As malware continues to evolve, it’s becoming increasingly difficult to detect and block. Consequently, the financial services industry must learn to defend against this ever-growing threat by deploying the right security tools.

Hacking and malware remained the biggest causes of data breaches in the financial services sector by far, in the lead up to the pandemic. They were responsible for 75 percent of all incidents (up slightly from 73.5 percent in 2018). Additionally, insider threats grew from 2.9 percent in 2018 to 5.5 percent in 2020 and accidental disclosures increased from 14.7 percent to 18.2 percent.

Furthermore, the Covid-19 coronavirus pandemic has prompted an acceleration in the adoption of cloud technologies by IT leaders worldwide, which looks set to continue for the foreseeable future. Unfortunately, for organisations that struggle with implementing proper security measures, rising cloud adoption will likely only exacerbate these threats. When proper security is not in place, cloud and mobile represent new attack vectors to threat actors.

Learn your lesson, before it’s too late

Maintaining proper visibility and control over data can be challenging – particularly when the appropriate cloud and mobile security solutions are not put in place. Global cloud adoption has reached 86 percent and bring your own device (BYOD) policies have found their way into 85 percent of organisations. Regardless, financial services organisations need to be more cognizant of how their data is being used. Unfortunately, some organisations are still not learning their lessons. Consequently, they are suffering from a worryingly high number of recurring breaches. Even highly-reputable banks can be found at the centre of unenviable, record-breaking breach statistics, like Capital One, which suffered four in the last seven years.

A greater cost

The bad news for financial services organisations is that the cost per compromised record has been steadily increasing over the last few years, both for regular breaches as well as mega breaches (i.e. those affecting 100 million individuals or more). The 2019 cost per breached record for mega breaches is now much greater than that of average breaches, with figures standing at $388 and $210, respectively. Additionally, Ponemon notes that the cost per compromised record within financial services now exceeds that of all other industries with the exception of healthcare (which was $429). Technology came in third place at $183, while the public sector came in last at $78.

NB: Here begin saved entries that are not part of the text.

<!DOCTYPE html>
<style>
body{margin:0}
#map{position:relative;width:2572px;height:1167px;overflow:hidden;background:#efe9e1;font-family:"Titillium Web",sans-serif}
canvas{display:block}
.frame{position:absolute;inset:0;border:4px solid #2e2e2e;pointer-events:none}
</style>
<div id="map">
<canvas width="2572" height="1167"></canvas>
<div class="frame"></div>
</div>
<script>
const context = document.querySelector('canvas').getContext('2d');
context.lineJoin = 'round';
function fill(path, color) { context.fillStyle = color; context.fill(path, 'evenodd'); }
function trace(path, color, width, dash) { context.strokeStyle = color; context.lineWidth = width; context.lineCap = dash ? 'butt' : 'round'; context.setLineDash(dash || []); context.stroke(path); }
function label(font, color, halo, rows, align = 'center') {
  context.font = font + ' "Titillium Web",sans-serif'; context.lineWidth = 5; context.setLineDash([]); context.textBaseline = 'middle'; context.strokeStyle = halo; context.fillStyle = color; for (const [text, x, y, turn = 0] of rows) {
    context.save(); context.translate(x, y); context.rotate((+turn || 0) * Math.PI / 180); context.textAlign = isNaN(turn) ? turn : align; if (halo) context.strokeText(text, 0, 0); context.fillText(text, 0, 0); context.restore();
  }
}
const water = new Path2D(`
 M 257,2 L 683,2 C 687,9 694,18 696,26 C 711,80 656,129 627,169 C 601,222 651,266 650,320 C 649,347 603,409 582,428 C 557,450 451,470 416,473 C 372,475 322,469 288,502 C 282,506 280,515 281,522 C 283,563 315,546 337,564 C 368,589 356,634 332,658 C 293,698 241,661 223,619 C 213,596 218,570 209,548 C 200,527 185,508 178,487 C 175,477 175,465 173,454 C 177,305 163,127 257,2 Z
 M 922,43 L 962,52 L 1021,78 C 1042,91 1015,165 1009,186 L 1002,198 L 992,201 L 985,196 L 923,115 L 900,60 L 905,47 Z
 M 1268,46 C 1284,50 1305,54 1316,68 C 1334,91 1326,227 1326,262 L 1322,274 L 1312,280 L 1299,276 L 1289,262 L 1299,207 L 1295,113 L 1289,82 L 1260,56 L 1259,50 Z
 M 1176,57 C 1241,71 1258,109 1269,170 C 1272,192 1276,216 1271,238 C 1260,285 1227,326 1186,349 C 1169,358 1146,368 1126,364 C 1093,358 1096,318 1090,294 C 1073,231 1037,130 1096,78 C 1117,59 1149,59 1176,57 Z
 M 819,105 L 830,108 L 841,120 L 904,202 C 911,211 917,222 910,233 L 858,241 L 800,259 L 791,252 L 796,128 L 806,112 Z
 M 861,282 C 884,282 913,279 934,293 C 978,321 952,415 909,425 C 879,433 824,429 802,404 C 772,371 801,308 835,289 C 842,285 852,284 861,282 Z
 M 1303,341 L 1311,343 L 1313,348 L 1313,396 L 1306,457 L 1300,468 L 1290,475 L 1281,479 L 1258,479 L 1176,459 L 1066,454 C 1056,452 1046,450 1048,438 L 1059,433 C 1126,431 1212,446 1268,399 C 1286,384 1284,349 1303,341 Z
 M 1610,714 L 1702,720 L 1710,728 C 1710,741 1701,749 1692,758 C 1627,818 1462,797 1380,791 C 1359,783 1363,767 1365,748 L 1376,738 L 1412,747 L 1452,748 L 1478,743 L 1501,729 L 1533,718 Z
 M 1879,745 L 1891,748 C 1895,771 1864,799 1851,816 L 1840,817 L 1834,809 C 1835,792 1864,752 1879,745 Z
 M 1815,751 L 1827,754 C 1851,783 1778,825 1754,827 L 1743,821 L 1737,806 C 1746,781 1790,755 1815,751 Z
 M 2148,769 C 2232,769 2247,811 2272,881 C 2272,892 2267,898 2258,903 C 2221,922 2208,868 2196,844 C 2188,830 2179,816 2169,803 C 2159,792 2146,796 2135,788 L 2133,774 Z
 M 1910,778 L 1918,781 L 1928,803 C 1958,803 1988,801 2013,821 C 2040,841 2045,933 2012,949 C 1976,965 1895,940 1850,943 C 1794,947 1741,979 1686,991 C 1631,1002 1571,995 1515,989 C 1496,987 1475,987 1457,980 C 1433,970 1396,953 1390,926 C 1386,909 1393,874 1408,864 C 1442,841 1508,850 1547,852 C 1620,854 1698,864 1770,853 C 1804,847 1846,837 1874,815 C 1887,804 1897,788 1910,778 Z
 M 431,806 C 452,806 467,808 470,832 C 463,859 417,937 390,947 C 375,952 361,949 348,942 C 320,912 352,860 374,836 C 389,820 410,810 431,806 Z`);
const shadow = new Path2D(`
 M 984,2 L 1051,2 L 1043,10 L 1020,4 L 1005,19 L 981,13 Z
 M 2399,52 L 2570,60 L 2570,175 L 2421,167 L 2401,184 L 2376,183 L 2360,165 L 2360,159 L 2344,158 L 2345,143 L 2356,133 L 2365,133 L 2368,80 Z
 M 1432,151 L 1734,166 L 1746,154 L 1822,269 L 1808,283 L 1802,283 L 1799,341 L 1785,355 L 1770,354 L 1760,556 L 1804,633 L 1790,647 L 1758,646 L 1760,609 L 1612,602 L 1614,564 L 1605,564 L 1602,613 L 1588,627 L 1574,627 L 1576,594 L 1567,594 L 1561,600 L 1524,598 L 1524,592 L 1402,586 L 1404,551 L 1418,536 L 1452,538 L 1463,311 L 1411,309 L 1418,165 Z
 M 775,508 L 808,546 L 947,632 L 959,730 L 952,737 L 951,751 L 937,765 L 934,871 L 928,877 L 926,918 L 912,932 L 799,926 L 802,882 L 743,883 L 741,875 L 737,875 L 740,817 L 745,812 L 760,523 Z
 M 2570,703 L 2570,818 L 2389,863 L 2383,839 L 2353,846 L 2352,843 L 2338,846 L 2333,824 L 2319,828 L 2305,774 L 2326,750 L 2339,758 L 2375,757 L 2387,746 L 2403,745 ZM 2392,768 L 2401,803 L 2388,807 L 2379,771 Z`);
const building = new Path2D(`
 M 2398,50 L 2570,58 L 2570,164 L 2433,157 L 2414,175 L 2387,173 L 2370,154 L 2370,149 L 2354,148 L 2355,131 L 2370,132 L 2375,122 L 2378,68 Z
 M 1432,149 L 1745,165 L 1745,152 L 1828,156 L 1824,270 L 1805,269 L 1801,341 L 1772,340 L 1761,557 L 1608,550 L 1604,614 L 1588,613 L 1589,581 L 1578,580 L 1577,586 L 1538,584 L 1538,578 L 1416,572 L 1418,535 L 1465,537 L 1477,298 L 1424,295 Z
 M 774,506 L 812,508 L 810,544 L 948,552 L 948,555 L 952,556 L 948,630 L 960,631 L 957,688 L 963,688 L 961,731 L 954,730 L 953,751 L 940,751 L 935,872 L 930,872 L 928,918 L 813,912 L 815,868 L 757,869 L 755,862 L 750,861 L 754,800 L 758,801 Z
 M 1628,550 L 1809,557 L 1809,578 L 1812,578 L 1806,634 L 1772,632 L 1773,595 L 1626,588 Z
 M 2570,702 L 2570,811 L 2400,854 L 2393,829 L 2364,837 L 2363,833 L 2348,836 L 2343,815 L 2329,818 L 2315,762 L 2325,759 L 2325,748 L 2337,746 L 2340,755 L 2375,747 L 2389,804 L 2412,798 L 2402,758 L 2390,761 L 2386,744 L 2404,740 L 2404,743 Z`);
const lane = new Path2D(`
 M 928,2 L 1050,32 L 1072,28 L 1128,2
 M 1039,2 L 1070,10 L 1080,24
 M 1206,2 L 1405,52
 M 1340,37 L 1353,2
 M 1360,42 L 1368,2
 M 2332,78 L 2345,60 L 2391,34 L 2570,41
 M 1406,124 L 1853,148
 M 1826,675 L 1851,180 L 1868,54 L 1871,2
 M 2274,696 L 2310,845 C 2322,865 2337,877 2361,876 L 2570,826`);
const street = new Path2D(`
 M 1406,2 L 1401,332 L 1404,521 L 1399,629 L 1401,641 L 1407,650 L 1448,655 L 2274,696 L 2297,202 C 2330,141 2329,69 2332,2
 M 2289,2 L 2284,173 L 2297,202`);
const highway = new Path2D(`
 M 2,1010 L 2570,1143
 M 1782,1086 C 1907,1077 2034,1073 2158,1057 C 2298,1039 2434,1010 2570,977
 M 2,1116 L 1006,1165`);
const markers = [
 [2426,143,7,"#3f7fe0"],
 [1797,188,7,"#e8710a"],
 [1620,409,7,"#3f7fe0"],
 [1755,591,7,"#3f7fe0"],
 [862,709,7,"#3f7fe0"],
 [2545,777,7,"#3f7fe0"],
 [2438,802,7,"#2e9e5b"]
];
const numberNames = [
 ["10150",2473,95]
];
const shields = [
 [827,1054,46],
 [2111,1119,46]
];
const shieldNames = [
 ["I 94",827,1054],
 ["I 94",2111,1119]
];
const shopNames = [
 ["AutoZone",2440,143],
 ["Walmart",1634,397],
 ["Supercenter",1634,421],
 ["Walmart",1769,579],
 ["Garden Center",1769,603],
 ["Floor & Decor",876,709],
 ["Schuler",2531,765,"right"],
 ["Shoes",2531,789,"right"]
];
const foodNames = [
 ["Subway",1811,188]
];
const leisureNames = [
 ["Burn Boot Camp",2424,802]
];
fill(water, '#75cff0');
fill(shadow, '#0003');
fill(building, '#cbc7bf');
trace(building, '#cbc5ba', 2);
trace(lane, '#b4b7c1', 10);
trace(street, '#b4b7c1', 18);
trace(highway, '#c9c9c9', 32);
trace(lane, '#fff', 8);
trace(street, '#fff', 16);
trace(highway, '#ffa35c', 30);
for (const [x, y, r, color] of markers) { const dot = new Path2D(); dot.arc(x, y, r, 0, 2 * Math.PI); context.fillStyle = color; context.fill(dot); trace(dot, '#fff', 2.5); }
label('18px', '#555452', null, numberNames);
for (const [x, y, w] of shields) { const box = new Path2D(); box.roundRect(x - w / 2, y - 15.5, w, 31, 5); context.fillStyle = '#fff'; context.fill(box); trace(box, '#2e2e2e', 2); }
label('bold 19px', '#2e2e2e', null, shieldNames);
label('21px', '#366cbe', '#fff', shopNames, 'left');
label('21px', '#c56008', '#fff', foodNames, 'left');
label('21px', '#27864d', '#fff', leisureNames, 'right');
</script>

Whether it’s careless users, malicious insiders, evolving malware, advanced phishing schemes, or something else yet to be discovered, modern financial services organisations face an intimidatingly large number of threats- only accelerated by Covid-19. As guardians of some of the most sensitive customer data in any business world, it’s critical that they adopt a proactive approach to data protection and are properly equipped with the latest security technologies. Only then can they defend against the threat agents in the cyber world.